The Survey of Earned Doctorates (SED) is an annual census that collects data on the number and characteristics of individuals receiving research doctorates from accredited U.S. institutions. The SED is sponsored and funded by a consortium of federal agencies with NSF as the lead agency, providing the bulk of funding and with responsibility for implementing the survey. The National Center for Science and Engineering Statistics (NCSES) is the federal statistical agency within NSF that is responsible for the SED and other NSF surveys. The SED collects this information under the authority of the National Science Foundation Act of 1950 (as amended) which, in conjunction with the Privacy Act of 1974 (as amended), serves to protect the confidentiality of respondent data.
In particular, section 14(i) of the NSF Act provides that survey responses "shall not be disclosed to the public unless the information has been transformed into statistical or abstract formats that do not allow for the identification of the supplier." In addition to the restriction on public disclosure of identifiable statistical data, section 14(i) also specifically prohibits public disclosure of the "identities of individuals, organizations, and institutions supplying information" in responses to NSF/NCSES surveys.

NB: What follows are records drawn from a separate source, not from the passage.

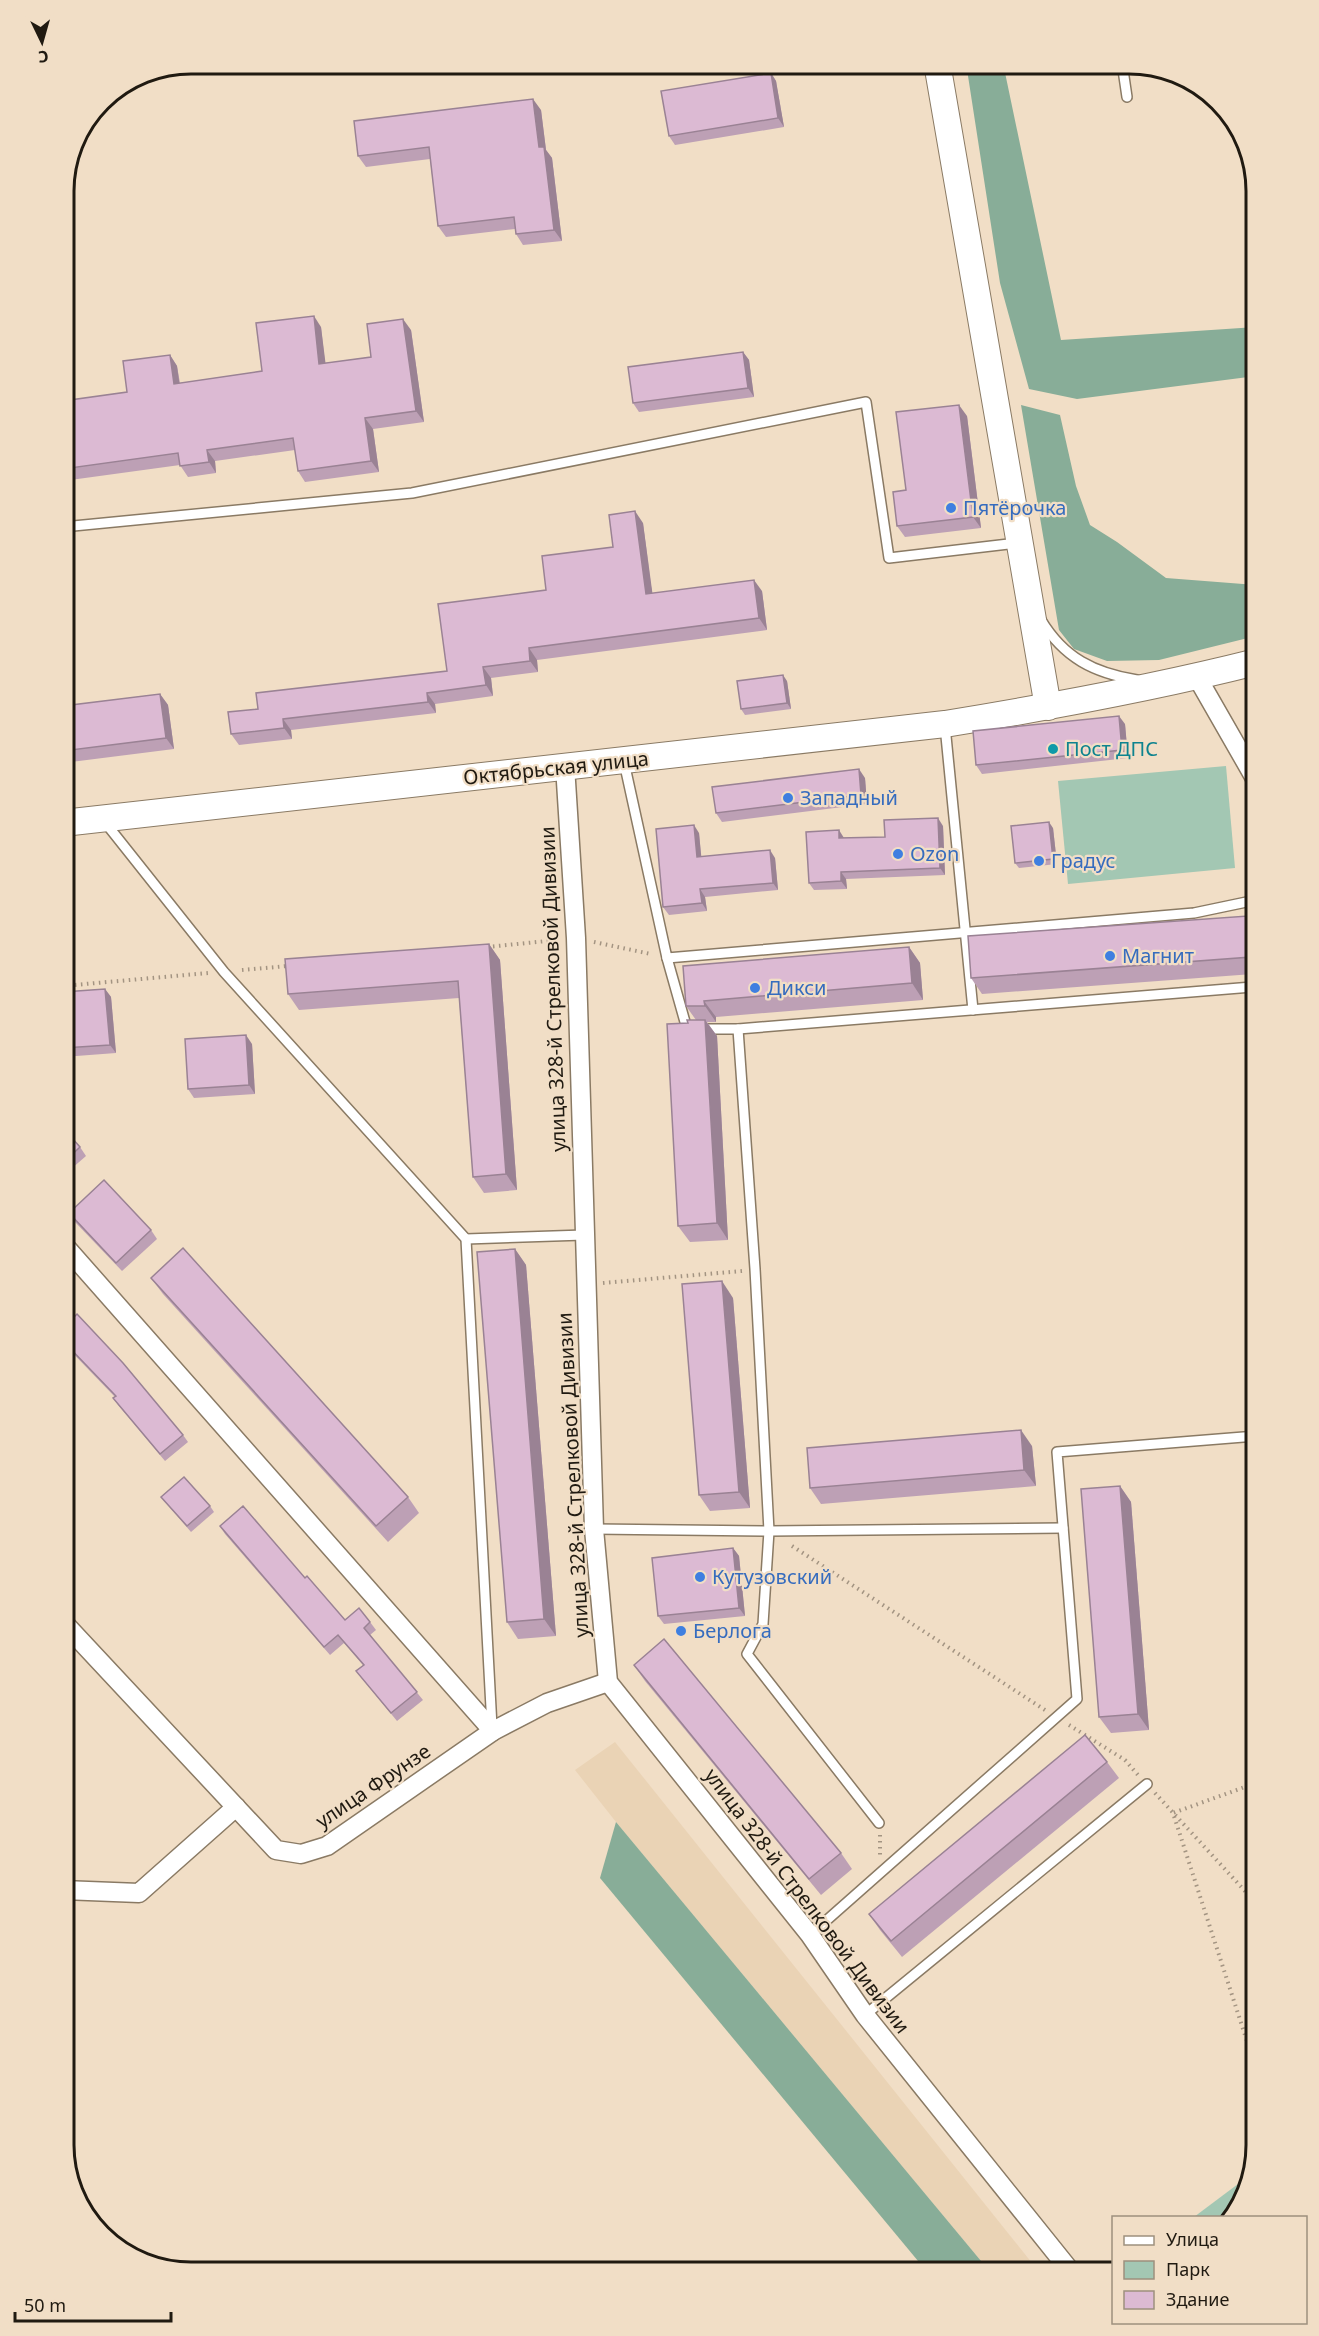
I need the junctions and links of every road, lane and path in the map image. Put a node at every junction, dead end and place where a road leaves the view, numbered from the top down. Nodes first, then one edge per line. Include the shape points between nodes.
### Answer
1 (939, 74) edge
2 (1124, 74) edge
3 (1127, 97) dead end
4 (74, 526) edge
5 (1020, 543) junction
6 (1024, 570) junction
7 (1246, 665) edge
8 (1197, 677) junction
9 (1160, 684) junction
10 (1048, 707) junction
11 (945, 724) junction
12 (623, 760) junction
13 (1246, 763) edge
14 (565, 766) junction
15 (103, 819) junction
16 (74, 823) edge
17 (1246, 902) edge
18 (966, 934) junction
19 (576, 938) junction
20 (482, 947) edge
21 (667, 958) junction
22 (294, 965) edge
23 (224, 972) junction
24 (74, 985) edge
25 (1246, 987) edge
26 (973, 1010) junction
27 (738, 1029) junction
28 (584, 1235) junction
29 (466, 1239) junction
30 (74, 1256) edge
31 (755, 1269) junction
32 (586, 1284) junction
33 (1246, 1437) edge
34 (1063, 1528) junction
35 (594, 1529) junction
36 (769, 1531) junction
37 (74, 1634) edge
38 (608, 1682) junction
39 (1057, 1717) junction
40 (493, 1731) junction
41 (1147, 1784) junction
42 (1246, 1787) edge
43 (236, 1807) junction
44 (1173, 1813) junction
45 (879, 1822) joint
46 (881, 1871) junction
47 (74, 1890) edge
48 (1246, 1892) edge
49 (810, 1935) junction
50 (865, 2015) junction
51 (1246, 2038) edge
52 (1063, 2262) edge

1 - 5 main road
2 - 3 lane
4 - 5 lane via 412,493 866,402 889,558
5 - 6 main road
6 - 9 lane via 1042,622 1069,655 1108,675
6 - 10 main road
7 - 8 main road, Октябрьская улица
8 - 9 main road, Октябрьская улица
8 - 13 street
9 - 10 main road, Октябрьская улица
10 - 11 main road, Октябрьская улица
11 - 12 main road, Октябрьская улица
11 - 18 lane
12 - 14 main road, Октябрьская улица
12 - 21 lane
14 - 15 main road, Октябрьская улица
14 - 19 street, улица 328-й Стрелковой Дивизии
15 - 16 main road, Октябрьская улица
15 - 23 lane
17 - 18 lane via 1194,913
18 - 21 lane
18 - 26 lane
19 - 20 path
19 - 21 path
19 - 28 street, улица 328-й Стрелковой Дивизии
21 - 27 lane via 687,1029
22 - 23 path
23 - 24 path
23 - 29 lane
25 - 26 lane
26 - 27 lane
27 - 31 lane
28 - 29 lane
28 - 32 street, улица 328-й Стрелковой Дивизии
29 - 40 lane
30 - 40 street
31 - 32 path
31 - 36 lane
32 - 35 street, улица 328-й Стрелковой Дивизии
33 - 34 lane via 1056,1452
34 - 36 lane
34 - 39 lane via 1077,1699
35 - 36 lane
35 - 38 street, улица 328-й Стрелковой Дивизии
36 - 39 path
36 - 45 lane via 763,1624 747,1654
37 - 43 street, улица Фрунзе
38 - 40 street, улица Фрунзе via 547,1703
38 - 49 street, улица 328-й Стрелковой Дивизии
39 - 41 path via 1125,1760
39 - 46 lane
40 - 43 street, улица Фрунзе via 327,1846 309,1852 276,1850
41 - 44 path
41 - 50 lane
42 - 44 path
43 - 47 street via 139,1893
44 - 48 path
44 - 51 path
45 - 46 path
46 - 49 lane
49 - 50 street, улица 328-й Стрелковой Дивизии
50 - 52 street, улица 328-й Стрелковой Дивизии

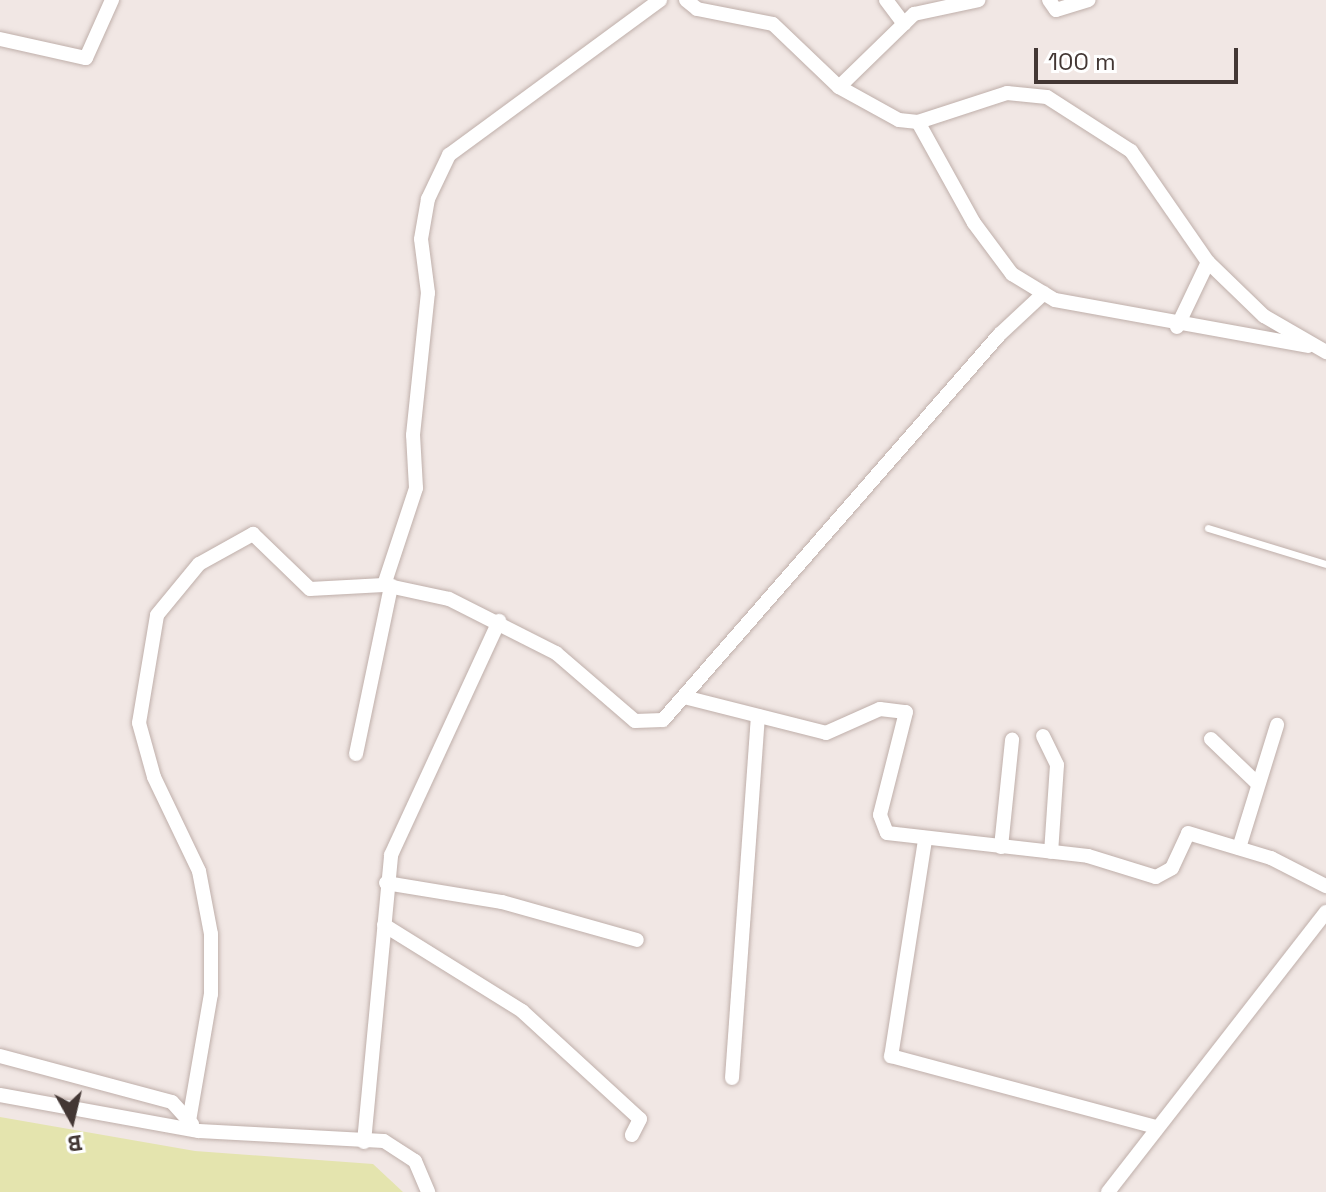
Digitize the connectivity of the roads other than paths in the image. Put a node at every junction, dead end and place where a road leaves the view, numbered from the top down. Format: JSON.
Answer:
{"nodes":[{"id":1,"x":112,"y":0,"type":"edge"},
{"id":2,"x":660,"y":0,"type":"edge"},
{"id":3,"x":686,"y":0,"type":"edge"},
{"id":4,"x":886,"y":0,"type":"edge"},
{"id":5,"x":979,"y":0,"type":"edge"},
{"id":6,"x":1049,"y":0,"type":"edge"},
{"id":7,"x":1089,"y":0,"type":"edge"},
{"id":8,"x":904,"y":24,"type":"junction"},
{"id":9,"x":0,"y":39,"type":"edge"},
{"id":10,"x":839,"y":87,"type":"junction"},
{"id":11,"x":918,"y":122,"type":"junction"},
{"id":12,"x":1208,"y":262,"type":"junction"},
{"id":13,"x":1044,"y":293,"type":"junction"},
{"id":14,"x":1177,"y":327,"type":"junction"},
{"id":15,"x":1319,"y":349,"type":"edge"},
{"id":16,"x":1208,"y":528,"type":"dead end"},
{"id":17,"x":1326,"y":564,"type":"edge"},
{"id":18,"x":388,"y":586,"type":"junction"},
{"id":19,"x":499,"y":621,"type":"junction"},
{"id":20,"x":688,"y":698,"type":"junction"},
{"id":21,"x":758,"y":716,"type":"junction"},
{"id":22,"x":1277,"y":725,"type":"dead end"},
{"id":23,"x":1043,"y":736,"type":"dead end"},
{"id":24,"x":1211,"y":739,"type":"dead end"},
{"id":25,"x":1012,"y":740,"type":"dead end"},
{"id":26,"x":356,"y":754,"type":"dead end"},
{"id":27,"x":1258,"y":784,"type":"junction"},
{"id":28,"x":925,"y":840,"type":"junction"},
{"id":29,"x":1001,"y":847,"type":"junction"},
{"id":30,"x":1239,"y":848,"type":"junction"},
{"id":31,"x":1051,"y":852,"type":"junction"},
{"id":32,"x":386,"y":883,"type":"junction"},
{"id":33,"x":1326,"y":886,"type":"edge"},
{"id":34,"x":1326,"y":912,"type":"edge"},
{"id":35,"x":384,"y":925,"type":"junction"},
{"id":36,"x":637,"y":940,"type":"dead end"},
{"id":37,"x":0,"y":1056,"type":"edge"},
{"id":38,"x":732,"y":1078,"type":"dead end"},
{"id":39,"x":0,"y":1095,"type":"edge"},
{"id":40,"x":194,"y":1126,"type":"junction"},
{"id":41,"x":1156,"y":1127,"type":"junction"},
{"id":42,"x":632,"y":1135,"type":"dead end"},
{"id":43,"x":364,"y":1142,"type":"junction"},
{"id":44,"x":428,"y":1192,"type":"edge"},
{"id":45,"x":1108,"y":1192,"type":"edge"}],
"edges":[{"from":1,"to":9,"type":"street"},
{"from":2,"to":18,"type":"street"},
{"from":3,"to":10,"type":"street"},
{"from":4,"to":8,"type":"street"},
{"from":5,"to":8,"type":"street"},
{"from":6,"to":7,"type":"street"},
{"from":8,"to":10,"type":"street"},
{"from":10,"to":11,"type":"street"},
{"from":11,"to":12,"type":"street"},
{"from":11,"to":13,"type":"street"},
{"from":12,"to":14,"type":"street"},
{"from":12,"to":15,"type":"street"},
{"from":13,"to":14,"type":"street"},
{"from":13,"to":20,"type":"street"},
{"from":14,"to":15,"type":"street"},
{"from":16,"to":17,"type":"lane"},
{"from":18,"to":19,"type":"street"},
{"from":18,"to":26,"type":"street"},
{"from":18,"to":40,"type":"street"},
{"from":19,"to":20,"type":"street"},
{"from":19,"to":32,"type":"street"},
{"from":20,"to":21,"type":"street"},
{"from":21,"to":28,"type":"street"},
{"from":21,"to":38,"type":"street"},
{"from":22,"to":27,"type":"street"},
{"from":23,"to":31,"type":"street"},
{"from":24,"to":27,"type":"street"},
{"from":25,"to":29,"type":"street"},
{"from":27,"to":30,"type":"street"},
{"from":28,"to":29,"type":"street"},
{"from":28,"to":41,"type":"street"},
{"from":29,"to":31,"type":"street"},
{"from":30,"to":31,"type":"street"},
{"from":30,"to":33,"type":"street"},
{"from":32,"to":35,"type":"street"},
{"from":32,"to":36,"type":"street"},
{"from":34,"to":41,"type":"street"},
{"from":35,"to":42,"type":"street"},
{"from":35,"to":43,"type":"street"},
{"from":37,"to":40,"type":"street"},
{"from":39,"to":40,"type":"street"},
{"from":40,"to":43,"type":"street"},
{"from":41,"to":45,"type":"street"},
{"from":43,"to":44,"type":"street"}]}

Equally important, however, is the recognized need by NSF and within the academic community to measure the progress of women, underrepresented minorities, and persons with disabilities within the science and engineering enterprise.The Science and Engineering Equal Opportunities Act, 42 U.S.C. 1885 et seq., specifically states that "the highest quality science and engineering over the long-term requires substantial support, from currently available research and educational funds, for increased participation in science and engineering by women, minorities, and persons with disabilities." How we obtain measurable data to track that participation, while protecting the identity of survey respondents, has been the subject of much debate within the Foundation and across government and academe.
The required notice on NSF survey forms assures potential respondents that their answers will not be disclosed to the public in identifiable form. In the face of increasing resistance to responding to statistical surveys, the assurance of protection of respondents' answers from public disclosure is considered essential to the continued ability of Federal agencies to collect survey data, and was a major reason for the addition of section 14(i) to the NSF Act. The approach outlined in this report reflects the balance NSF is attempting to achieve to accomplish both goals of measuring important data and protecting the identity of respondents to the SED.
At issue here is the extent to which NSF/NCSES can report the results of the SED survey while meeting its obligation not to report data in identifiable form. Simply put, when do raw data enable the public to identify individuals in a manner that violates the NSF Act, and what other methods of reporting such data may exist that do not publicly disclose individually identifiable data, but still best meet the needs of the user community?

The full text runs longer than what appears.